MATERIALS AND METHODS

Literature collection

Two independently authors (LH, Hu and MM, Li) used the terms and combinations included: (“RDW” or “red blood cell distribution width”) and (“cancer” or “tumor” or ”carcinomas” or ”neoplasm”) and (prognosis or outcome or survival or mortality or recurrence or progression or metastasis) to identify studies in the databases of Web of Science, Embase, Pubmed and Cochrane Library, the detailed search strategy was included in supplementary files. The publication language was limited to English and the latest search was updated on July 15, 2016.
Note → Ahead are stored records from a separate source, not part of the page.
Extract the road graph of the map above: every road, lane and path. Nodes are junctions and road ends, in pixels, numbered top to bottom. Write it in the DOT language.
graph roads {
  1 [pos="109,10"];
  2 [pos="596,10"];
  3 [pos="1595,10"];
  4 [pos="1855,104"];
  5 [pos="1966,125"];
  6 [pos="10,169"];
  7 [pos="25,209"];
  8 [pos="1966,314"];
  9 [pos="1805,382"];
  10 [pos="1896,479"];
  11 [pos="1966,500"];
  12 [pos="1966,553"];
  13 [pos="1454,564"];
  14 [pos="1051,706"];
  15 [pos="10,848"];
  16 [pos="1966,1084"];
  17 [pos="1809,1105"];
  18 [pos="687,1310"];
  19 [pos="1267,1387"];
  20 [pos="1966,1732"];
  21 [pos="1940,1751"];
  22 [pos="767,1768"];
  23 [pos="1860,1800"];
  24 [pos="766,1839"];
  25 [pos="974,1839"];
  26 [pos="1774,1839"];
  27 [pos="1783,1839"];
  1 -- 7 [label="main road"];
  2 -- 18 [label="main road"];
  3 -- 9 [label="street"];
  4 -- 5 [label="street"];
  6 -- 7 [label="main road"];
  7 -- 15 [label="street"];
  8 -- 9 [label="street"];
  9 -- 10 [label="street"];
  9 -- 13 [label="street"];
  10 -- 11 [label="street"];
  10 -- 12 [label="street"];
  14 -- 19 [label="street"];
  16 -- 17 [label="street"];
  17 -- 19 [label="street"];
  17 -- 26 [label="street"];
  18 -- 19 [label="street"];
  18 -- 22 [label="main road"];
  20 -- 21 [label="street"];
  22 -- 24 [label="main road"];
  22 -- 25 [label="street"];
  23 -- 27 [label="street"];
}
Inclusion and exclusion criteria

The inclusion criteria are the following: (1) the role of RDW in cancer patients were investigated, (2) RDW was measured by blood-based methods without any formal treatment; (3) patients were divided into two groups according to cutoff values of RDW; (4) studies reported or containing sufficient data for the computation of hazard ratios (HR) and corresponding 95% confidence intervals (CI) for overall survival (OS) or (disease-free survival) DFS/(event-free survival) EFS/(progress-free survival) PFS/(cancer-specific survival) CSS. The exclusion criteria are the following: 1) review, meeting abstract, letter, not full text in English; 2) duplicate publications; 3) nonhuman studies; 4) studies without usable data.Data extraction Two independent authors (LH, Hu and MM, Li) extracted the following information from the eligible studies: first author, year of publication, study country, cancer type, sample size, cutoff value of RDW, and survival data. Disagreements were resolved by joint discussion.

Quality assessment

The Newcastle-Ottawa Quality Assessment Scale (NOS) [37] was used to assess the quality of each study by two independent investigators (LH, Hu and MM, Li). The NOS contains three parts: selection (four points), comparability (two points), and outcome assessment (three points).

Statistical analysis

The hazard ratio (HR) with 95% confidence intervals(95% CI) were directly obtained from the articles or estimate according to the method introduced by Tierney et al [38]. If there were more than one cutoff value of RDW, the HR and 95% CI belonging to the cutoff value which divided patients into the same size ratio were included. Get Data Graph Digitizer (http://getdata-graph-digitizer.com/ ) were used to obtain the data from the survival curve. Cochran Q test and I2 statistic were used to identify the heterogeneity among the included studies. If heterogeneity was significant (Cochran Q test: p value< 0.10 or I2> 50%), the random-effects model was used to estimate the pooled HR, and if not, the fixed-effects model was used. Publication bias was evaluated by using Begg's test and Egger's test. Trim-and-fill method was employed to further assess the possible effect of publication bias [39]. All statistical analyses were performed by using Stata 12 (Stata Corp., College Station, Texas) and P< 0.05 was considered statistically significant.